As I write this, I can almost smell the kitchens of my childhood—those familiar aromas drifting through the streets of my hometown as I walked home from school. The spices, the sizzling, the sound of families gathering around their tables. Kids laughing in courtyards. Grandparents chatting over simmering pots. All those pieces of daily life stitched together into a kind of edible soundtrack.
Once home, I’d finish my homework and then it was time for dinner: our daily ritual to catch up on our day. Both my parents worked, but their schedules aligned just enough for us to eat together most nights. On weekends, we shared meals with our grandmothers. We’d end the evenings with sweet breads and hot chocolate before heading home—part sugar rush, part insurance policy to falling asleep in the car.
My paternal grandmother lived closer, so we’d spend hours playing with our cousins in her courtyard while the meal came together in her kitchen. Both of my grandmothers were incredible cooks, each with her own style. My Abuela Angela often requested me in the kitchen—not to scold me, but to teach me how to prepare my favorite foods. She wasn’t expressive with words, but she didn’t need to be. Her love came through her hands, through her recipes, through every single thing she placed on a plate.
My grandmothers, my parents, and so many others in my family shaped the food lover I am today. Their lessons traveled with me as I grew up, moved away, and built a life far from home. Their flavors became part of my identity—always there, always grounding me.
And now, with a few more years (and spices) under my belt, my culinary world has only expanded. My taste buds roam increasingly far from home, yet they never forget where they started. Living in the U.S. Midwest means some ingredients are harder to find, but it also sparks creativity—figuring out how to coax familiar flavors from what’s available.

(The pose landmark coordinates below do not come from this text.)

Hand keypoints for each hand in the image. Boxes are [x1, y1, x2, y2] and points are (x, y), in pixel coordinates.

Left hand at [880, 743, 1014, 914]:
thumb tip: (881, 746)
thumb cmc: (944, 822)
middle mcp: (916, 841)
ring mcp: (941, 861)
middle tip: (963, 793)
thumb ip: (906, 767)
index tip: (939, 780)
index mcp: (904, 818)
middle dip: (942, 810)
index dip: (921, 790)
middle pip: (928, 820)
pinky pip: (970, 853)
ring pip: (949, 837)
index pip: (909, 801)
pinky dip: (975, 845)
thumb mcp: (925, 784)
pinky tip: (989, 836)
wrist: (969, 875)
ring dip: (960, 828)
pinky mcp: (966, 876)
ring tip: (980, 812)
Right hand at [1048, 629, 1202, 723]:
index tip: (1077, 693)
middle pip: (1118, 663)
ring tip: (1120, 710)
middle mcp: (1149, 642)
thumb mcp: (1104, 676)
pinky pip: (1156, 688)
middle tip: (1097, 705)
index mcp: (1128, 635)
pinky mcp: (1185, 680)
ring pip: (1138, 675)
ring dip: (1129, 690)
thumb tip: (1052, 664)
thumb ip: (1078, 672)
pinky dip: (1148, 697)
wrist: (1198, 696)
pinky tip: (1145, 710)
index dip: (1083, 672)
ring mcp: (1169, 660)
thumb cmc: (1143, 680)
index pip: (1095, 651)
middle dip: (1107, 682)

I vividly remember the first time I tried Indian curry. The blend of spices, peppers, and toasted aromatics pulled me straight back to my grandmother’s adobos. It made me wonder: how can two distant culinary worlds create flavors that feel like cousins?
The answer, of course, lives in our shared human history. Food and traditions cross borders. Scarcity forces innovation. Climate, colonization, trade routes, and migration leave their fingerprints on kitchens everywhere. Grinding seeds, toasting spices, building sauces—these are techniques you’ll find in kitchens from Mesoamerica to South Asia. I’m not claiming that mole came from curry, or curry from mole. Indigenous cooks in Mesoamerica were grinding chiles and seeds long before colonization, and curries existed long before that. What I am saying is this: when we stay curious, food reveals how connected we’ve always been.
Because food has a way of inviting everyone to the same table—and making us all feel at home.
Mesa Confessions: I’ll admit it… I absolutely judge the harmony of a relationship based on what happens in the kitchen. If a dish fails spectacularly, a tiny, superstitious part of me wonders if the universe is trying to send a message. What can I say? Some people read tarot; I read food.